*EXERCISE PROMPT*: Write out the full listing exactly.

*RECORDS FOR THIS TASK*:
+++

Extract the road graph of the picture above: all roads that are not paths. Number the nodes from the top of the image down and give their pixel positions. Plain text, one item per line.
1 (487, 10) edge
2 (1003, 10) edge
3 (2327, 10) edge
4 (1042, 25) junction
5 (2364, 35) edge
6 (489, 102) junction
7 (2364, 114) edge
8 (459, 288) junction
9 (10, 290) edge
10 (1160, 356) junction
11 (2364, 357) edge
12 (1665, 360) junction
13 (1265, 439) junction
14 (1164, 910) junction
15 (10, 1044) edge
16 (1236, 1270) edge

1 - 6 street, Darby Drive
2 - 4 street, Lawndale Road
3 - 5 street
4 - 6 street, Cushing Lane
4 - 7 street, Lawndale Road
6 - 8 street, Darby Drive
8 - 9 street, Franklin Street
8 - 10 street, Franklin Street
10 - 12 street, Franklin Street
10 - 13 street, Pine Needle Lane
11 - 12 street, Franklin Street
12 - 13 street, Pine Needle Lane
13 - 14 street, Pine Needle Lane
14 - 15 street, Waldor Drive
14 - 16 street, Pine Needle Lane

+++

*SOLUTION TO THIS PROBLEM*:
Extract the road graph of the picture above: all roads that are not paths. Number the nodes from the top of the image down and give their pixel positions. Plain text, one item per line.
1 (487, 10) edge
2 (1003, 10) edge
3 (2327, 10) edge
4 (1042, 25) junction
5 (2364, 35) edge
6 (489, 102) junction
7 (2364, 114) edge
8 (459, 288) junction
9 (10, 290) edge
10 (1160, 356) junction
11 (2364, 357) edge
12 (1665, 360) junction
13 (1265, 439) junction
14 (1164, 910) junction
15 (10, 1044) edge
16 (1236, 1270) edge

1 - 6 street, Darby Drive
2 - 4 street, Lawndale Road
3 - 5 street
4 - 6 street, Cushing Lane
4 - 7 street, Lawndale Road
6 - 8 street, Darby Drive
8 - 9 street, Franklin Street
8 - 10 street, Franklin Street
10 - 12 street, Franklin Street
10 - 13 street, Pine Needle Lane
11 - 12 street, Franklin Street
12 - 13 street, Pine Needle Lane
13 - 14 street, Pine Needle Lane
14 - 15 street, Waldor Drive
14 - 16 street, Pine Needle Lane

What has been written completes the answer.